(Stored data entries)

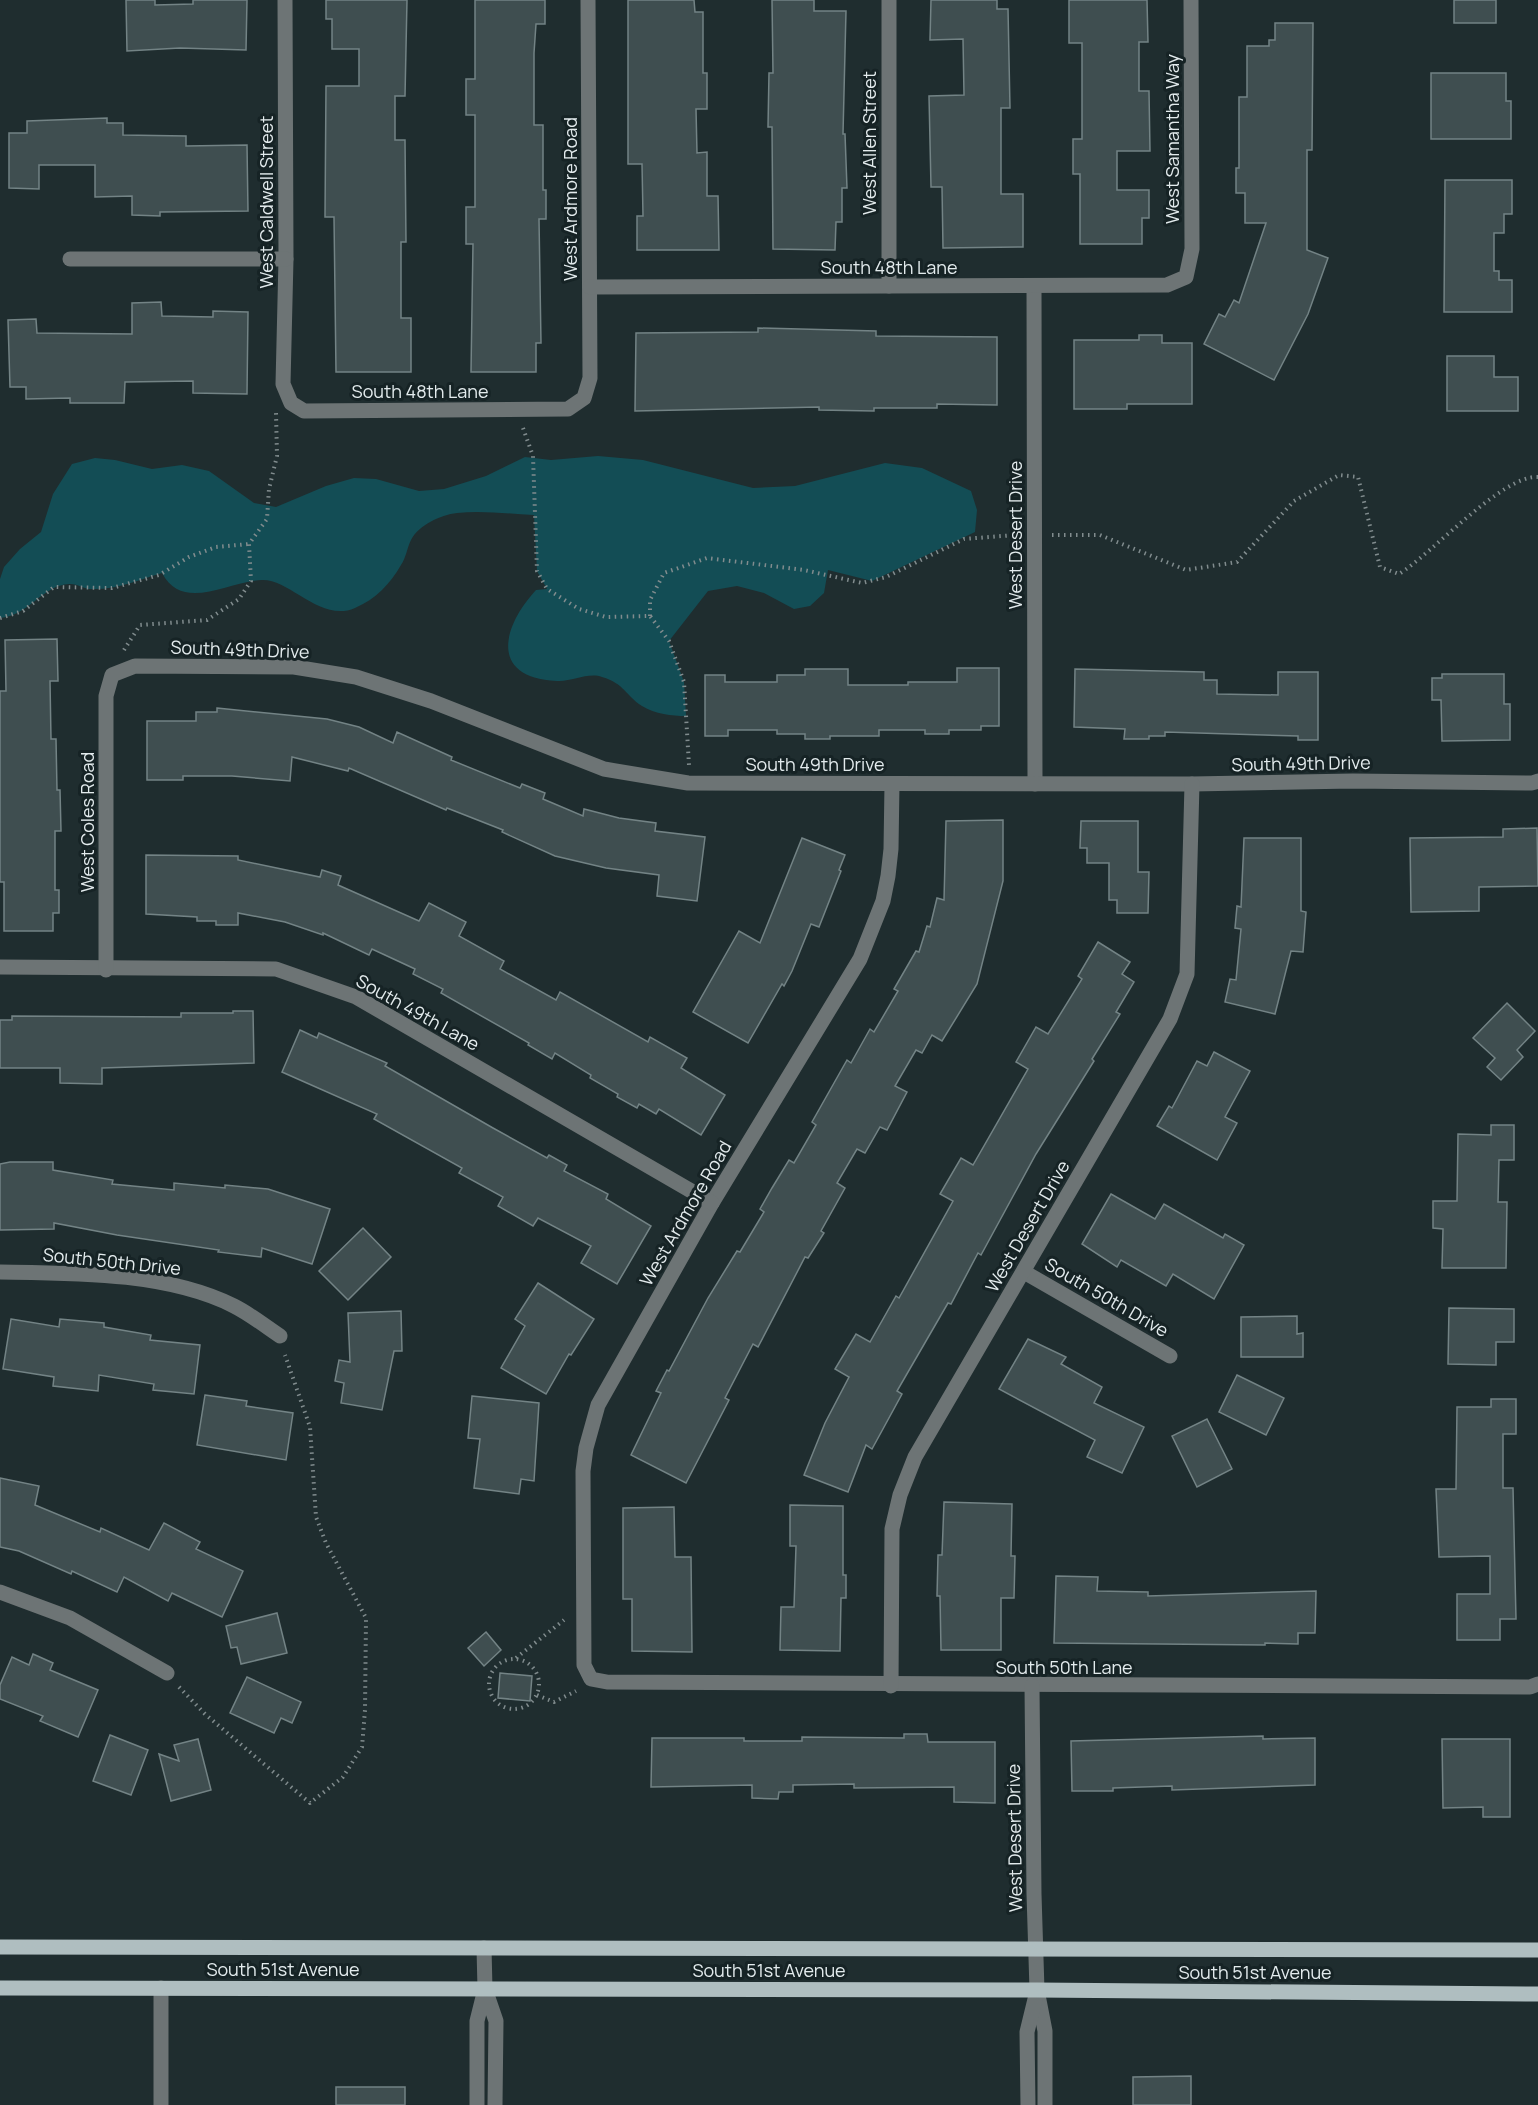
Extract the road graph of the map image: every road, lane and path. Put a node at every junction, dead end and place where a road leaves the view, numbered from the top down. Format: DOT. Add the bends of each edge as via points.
graph roads {
  1 [pos="285,0"];
  2 [pos="588,0"];
  3 [pos="889,0"];
  4 [pos="1191,0"];
  5 [pos="70,259"];
  6 [pos="286,259"];
  7 [pos="1186,278"];
  8 [pos="889,286"];
  9 [pos="1034,286"];
  10 [pos="590,287"];
  11 [pos="585,398"];
  12 [pos="291,403"];
  13 [pos="521,409"];
  14 [pos="1538,477"];
  15 [pos="1034,536"];
  16 [pos="249,544"];
  17 [pos="650,616"];
  18 [pos="0,618"];
  19 [pos="112,675"];
  20 [pos="1538,781"];
  21 [pos="688,783"];
  22 [pos="892,784"];
  23 [pos="1035,784"];
  24 [pos="1192,784"];
  25 [pos="0,967"];
  26 [pos="106,970"];
  27 [pos="711,1203"];
  28 [pos="0,1272"];
  29 [pos="1024,1272"];
  30 [pos="280,1336"];
  31 [pos="1170,1356"];
  32 [pos="0,1592"];
  33 [pos="582,1610"];
  34 [pos="512,1659"];
  35 [pos="167,1673"];
  36 [pos="591,1679"];
  37 [pos="1538,1684"];
  38 [pos="891,1686"];
  39 [pos="1032,1686"];
  40 [pos="537,1695"];
  41 [pos="0,1947"];
  42 [pos="484,1948"];
  43 [pos="1036,1948"];
  44 [pos="1538,1950"];
  45 [pos="0,1988"];
  46 [pos="161,1988"];
  47 [pos="485,1989"];
  48 [pos="1037,1989"];
  49 [pos="1538,1994"];
  50 [pos="477,2080"];
  51 [pos="1028,2080"];
  52 [pos="1045,2080"];
  53 [pos="496,2081"];
  54 [pos="161,2105"];
  55 [pos="477,2105"];
  56 [pos="495,2105"];
  57 [pos="1028,2105"];
  58 [pos="1045,2105"];
  1 -- 6 [label="street, West Caldwell Street"];
  2 -- 10 [label="street, West Ardmore Road"];
  3 -- 8 [label="street, West Allen Street"];
  4 -- 7 [label="street, West Samantha Way" via="1192,249"];
  5 -- 6 [label="street"];
  6 -- 12 [label="street, West Caldwell Street" via="283,384"];
  7 -- 9 [label="street, South 48th Lane" via="1167,285"];
  8 -- 9 [label="street, South 48th Lane"];
  8 -- 10 [label="street, South 48th Lane"];
  9 -- 15 [label="street, West Desert Drive"];
  10 -- 11 [label="street, West Ardmore Road" via="590,378"];
  11 -- 13 [label="street, South 48th Lane" via="568,409"];
  12 -- 13 [label="street, South 48th Lane" via="304,411"];
  12 -- 16 [label="path" via="276,412 277,456 267,519"];
  13 -- 17 [label="path" via="533,456 537,571 547,589 579,609 606,617"];
  14 -- 15 [label="path" via="1495,495 1399,574 1380,567 1358,477 1339,475 1294,501 1237,562 1186,570 1100,535"];
  15 -- 17 [label="path" via="964,539 886,578 862,583 804,570 707,558 664,573 650,600"];
  15 -- 23 [label="street, West Desert Drive"];
  16 -- 18 [label="path" via="216,547 159,575 112,588 54,587 23,611"];
  16 -- 19 [label="path" via="251,581 239,599 207,621 140,625"];
  17 -- 21 [label="path" via="669,641 684,682"];
  19 -- 21 [label="street, South 49th Drive" via="135,666 294,667 356,677 431,701 604,769"];
  19 -- 26 [label="street, West Coles Road" via="106,696"];
  20 -- 24 [label="street, South 49th Drive"];
  21 -- 22 [label="street, South 49th Drive"];
  22 -- 23 [label="street, South 49th Drive"];
  22 -- 27 [label="street, West Ardmore Road" via="888,876 883,901 860,959"];
  23 -- 24 [label="street, South 49th Drive"];
  24 -- 29 [label="street, West Desert Drive" via="1187,974 1170,1019"];
  25 -- 26 [label="street, South 49th Lane"];
  26 -- 27 [label="street, South 49th Lane" via="276,969 356,997"];
  27 -- 33 [label="street, West Ardmore Road" via="597,1405 583,1471"];
  28 -- 30 [label="street, South 50th Drive" via="122,1278 185,1288 234,1306"];
  29 -- 31 [label="street, South 50th Drive"];
  29 -- 38 [label="street, West Desert Drive" via="934,1422 900,1495 891,1549"];
  30 -- 35 [label="path" via="310,1427 316,1517 366,1618 362,1747 344,1777 310,1803 205,1714"];
  32 -- 35 [label="street" via="70,1618"];
  33 -- 34 [label="path" via="552,1628 523,1655"];
  33 -- 36 [label="street, West Ardmore Road" via="584,1665"];
  34 -- 40 [label="path" via="523,1660 536,1671"];
  34 -- 40 [label="path" via="501,1662 492,1672 492,1694 498,1703 514,1709 530,1704"];
  36 -- 38 [label="street, South 50th Lane"];
  36 -- 40 [label="path" via="554,1702"];
  37 -- 39 [label="street, South 50th Lane"];
  38 -- 39 [label="street, South 50th Lane"];
  39 -- 43 [label="street, West Desert Drive"];
  41 -- 42 [label="main road, South 51st Avenue"];
  42 -- 43 [label="main road, South 51st Avenue"];
  42 -- 47 [label="street"];
  43 -- 44 [label="main road, South 51st Avenue"];
  43 -- 48 [label="street, West Desert Drive"];
  45 -- 46 [label="main road, South 51st Avenue"];
  46 -- 47 [label="main road, South 51st Avenue"];
  46 -- 54 [label="street"];
  47 -- 48 [label="main road, South 51st Avenue"];
  47 -- 50 [label="street" via="477,2021"];
  47 -- 53 [label="street" via="496,2021"];
  48 -- 49 [label="main road, South 51st Avenue"];
  48 -- 51 [label="street, West Desert Drive" via="1028,2032"];
  48 -- 52 [label="street, West Desert Drive" via="1045,2031"];
  50 -- 53 [label="street"];
  50 -- 55 [label="street"];
  51 -- 52 [label="street"];
  51 -- 57 [label="street, West Desert Drive"];
  52 -- 58 [label="street, West Desert Drive"];
  53 -- 56 [label="street"];
}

> [THE PROBLEM]: Set down the entries exactly as they appear, with every picture left out.

> [RESPONSE AREA]:
Extract the road graph of the map image: every road, lane and path. Put a node at every junction, dead end and place where a road leaves the view, numbered from the top down. Format: DOT. Add the bends of each edge as via points.
graph roads {
  1 [pos="285,0"];
  2 [pos="588,0"];
  3 [pos="889,0"];
  4 [pos="1191,0"];
  5 [pos="70,259"];
  6 [pos="286,259"];
  7 [pos="1186,278"];
  8 [pos="889,286"];
  9 [pos="1034,286"];
  10 [pos="590,287"];
  11 [pos="585,398"];
  12 [pos="291,403"];
  13 [pos="521,409"];
  14 [pos="1538,477"];
  15 [pos="1034,536"];
  16 [pos="249,544"];
  17 [pos="650,616"];
  18 [pos="0,618"];
  19 [pos="112,675"];
  20 [pos="1538,781"];
  21 [pos="688,783"];
  22 [pos="892,784"];
  23 [pos="1035,784"];
  24 [pos="1192,784"];
  25 [pos="0,967"];
  26 [pos="106,970"];
  27 [pos="711,1203"];
  28 [pos="0,1272"];
  29 [pos="1024,1272"];
  30 [pos="280,1336"];
  31 [pos="1170,1356"];
  32 [pos="0,1592"];
  33 [pos="582,1610"];
  34 [pos="512,1659"];
  35 [pos="167,1673"];
  36 [pos="591,1679"];
  37 [pos="1538,1684"];
  38 [pos="891,1686"];
  39 [pos="1032,1686"];
  40 [pos="537,1695"];
  41 [pos="0,1947"];
  42 [pos="484,1948"];
  43 [pos="1036,1948"];
  44 [pos="1538,1950"];
  45 [pos="0,1988"];
  46 [pos="161,1988"];
  47 [pos="485,1989"];
  48 [pos="1037,1989"];
  49 [pos="1538,1994"];
  50 [pos="477,2080"];
  51 [pos="1028,2080"];
  52 [pos="1045,2080"];
  53 [pos="496,2081"];
  54 [pos="161,2105"];
  55 [pos="477,2105"];
  56 [pos="495,2105"];
  57 [pos="1028,2105"];
  58 [pos="1045,2105"];
  1 -- 6 [label="street, West Caldwell Street"];
  2 -- 10 [label="street, West Ardmore Road"];
  3 -- 8 [label="street, West Allen Street"];
  4 -- 7 [label="street, West Samantha Way" via="1192,249"];
  5 -- 6 [label="street"];
  6 -- 12 [label="street, West Caldwell Street" via="283,384"];
  7 -- 9 [label="street, South 48th Lane" via="1167,285"];
  8 -- 9 [label="street, South 48th Lane"];
  8 -- 10 [label="street, South 48th Lane"];
  9 -- 15 [label="street, West Desert Drive"];
  10 -- 11 [label="street, West Ardmore Road" via="590,378"];
  11 -- 13 [label="street, South 48th Lane" via="568,409"];
  12 -- 13 [label="street, South 48th Lane" via="304,411"];
  12 -- 16 [label="path" via="276,412 277,456 267,519"];
  13 -- 17 [label="path" via="533,456 537,571 547,589 579,609 606,617"];
  14 -- 15 [label="path" via="1495,495 1399,574 1380,567 1358,477 1339,475 1294,501 1237,562 1186,570 1100,535"];
  15 -- 17 [label="path" via="964,539 886,578 862,583 804,570 707,558 664,573 650,600"];
  15 -- 23 [label="street, West Desert Drive"];
  16 -- 18 [label="path" via="216,547 159,575 112,588 54,587 23,611"];
  16 -- 19 [label="path" via="251,581 239,599 207,621 140,625"];
  17 -- 21 [label="path" via="669,641 684,682"];
  19 -- 21 [label="street, South 49th Drive" via="135,666 294,667 356,677 431,701 604,769"];
  19 -- 26 [label="street, West Coles Road" via="106,696"];
  20 -- 24 [label="street, South 49th Drive"];
  21 -- 22 [label="street, South 49th Drive"];
  22 -- 23 [label="street, South 49th Drive"];
  22 -- 27 [label="street, West Ardmore Road" via="888,876 883,901 860,959"];
  23 -- 24 [label="street, South 49th Drive"];
  24 -- 29 [label="street, West Desert Drive" via="1187,974 1170,1019"];
  25 -- 26 [label="street, South 49th Lane"];
  26 -- 27 [label="street, South 49th Lane" via="276,969 356,997"];
  27 -- 33 [label="street, West Ardmore Road" via="597,1405 583,1471"];
  28 -- 30 [label="street, South 50th Drive" via="122,1278 185,1288 234,1306"];
  29 -- 31 [label="street, South 50th Drive"];
  29 -- 38 [label="street, West Desert Drive" via="934,1422 900,1495 891,1549"];
  30 -- 35 [label="path" via="310,1427 316,1517 366,1618 362,1747 344,1777 310,1803 205,1714"];
  32 -- 35 [label="street" via="70,1618"];
  33 -- 34 [label="path" via="552,1628 523,1655"];
  33 -- 36 [label="street, West Ardmore Road" via="584,1665"];
  34 -- 40 [label="path" via="523,1660 536,1671"];
  34 -- 40 [label="path" via="501,1662 492,1672 492,1694 498,1703 514,1709 530,1704"];
  36 -- 38 [label="street, South 50th Lane"];
  36 -- 40 [label="path" via="554,1702"];
  37 -- 39 [label="street, South 50th Lane"];
  38 -- 39 [label="street, South 50th Lane"];
  39 -- 43 [label="street, West Desert Drive"];
  41 -- 42 [label="main road, South 51st Avenue"];
  42 -- 43 [label="main road, South 51st Avenue"];
  42 -- 47 [label="street"];
  43 -- 44 [label="main road, South 51st Avenue"];
  43 -- 48 [label="street, West Desert Drive"];
  45 -- 46 [label="main road, South 51st Avenue"];
  46 -- 47 [label="main road, South 51st Avenue"];
  46 -- 54 [label="street"];
  47 -- 48 [label="main road, South 51st Avenue"];
  47 -- 50 [label="street" via="477,2021"];
  47 -- 53 [label="street" via="496,2021"];
  48 -- 49 [label="main road, South 51st Avenue"];
  48 -- 51 [label="street, West Desert Drive" via="1028,2032"];
  48 -- 52 [label="street, West Desert Drive" via="1045,2031"];
  50 -- 53 [label="street"];
  50 -- 55 [label="street"];
  51 -- 52 [label="street"];
  51 -- 57 [label="street, West Desert Drive"];
  52 -- 58 [label="street, West Desert Drive"];
  53 -- 56 [label="street"];
}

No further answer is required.